***** RECORD SET
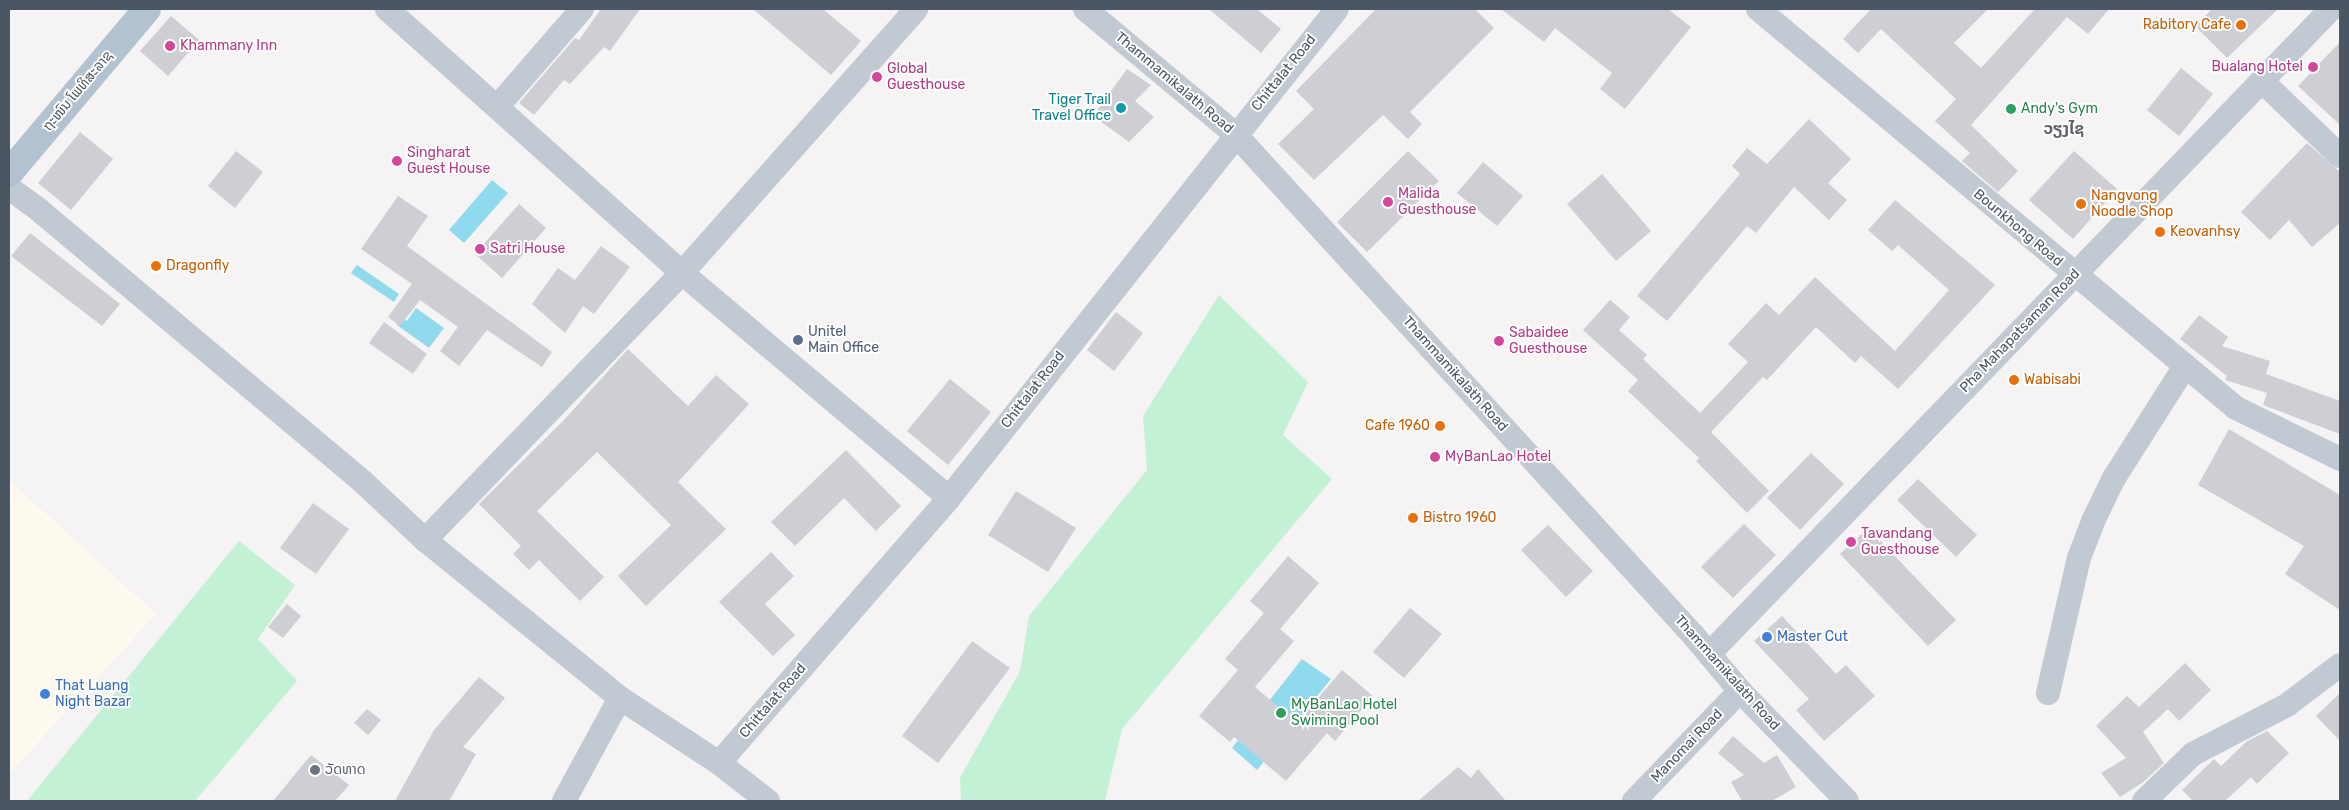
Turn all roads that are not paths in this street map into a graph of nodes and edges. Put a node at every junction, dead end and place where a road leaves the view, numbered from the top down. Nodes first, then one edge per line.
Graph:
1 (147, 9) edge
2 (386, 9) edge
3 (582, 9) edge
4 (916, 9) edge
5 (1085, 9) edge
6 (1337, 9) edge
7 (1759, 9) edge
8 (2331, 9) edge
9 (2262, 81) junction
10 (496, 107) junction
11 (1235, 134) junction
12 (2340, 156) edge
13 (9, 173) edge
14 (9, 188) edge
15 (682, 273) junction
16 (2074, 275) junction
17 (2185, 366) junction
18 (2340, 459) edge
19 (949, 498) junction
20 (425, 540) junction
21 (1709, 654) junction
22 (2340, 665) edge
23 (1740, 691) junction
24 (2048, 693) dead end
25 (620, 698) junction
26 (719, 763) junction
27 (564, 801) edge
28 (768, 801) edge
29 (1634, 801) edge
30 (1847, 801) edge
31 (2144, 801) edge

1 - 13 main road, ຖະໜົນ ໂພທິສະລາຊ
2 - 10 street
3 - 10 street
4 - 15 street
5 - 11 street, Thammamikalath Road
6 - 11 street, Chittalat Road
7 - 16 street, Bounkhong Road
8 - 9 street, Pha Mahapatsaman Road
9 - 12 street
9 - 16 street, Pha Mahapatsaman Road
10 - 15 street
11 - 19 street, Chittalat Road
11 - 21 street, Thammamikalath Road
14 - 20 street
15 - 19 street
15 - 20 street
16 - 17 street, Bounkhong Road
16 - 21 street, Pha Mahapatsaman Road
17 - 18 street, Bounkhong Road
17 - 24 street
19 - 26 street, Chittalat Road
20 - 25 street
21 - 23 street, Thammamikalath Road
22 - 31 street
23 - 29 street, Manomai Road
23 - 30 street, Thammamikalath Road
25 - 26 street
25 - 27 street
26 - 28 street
**********
▶ **AIM OF THE TASK**: All lines with the word "dead" need to be copied from the data above.

▶ **EXERCISE ANSWER**:
Turn all roads that are not paths in this street map into a graph of nodes and edges. Put a node at every junction, dead end and place where a road leaves the view, numbered from the top down. Nodes first, then one edge per line.
24 (2048, 693) dead end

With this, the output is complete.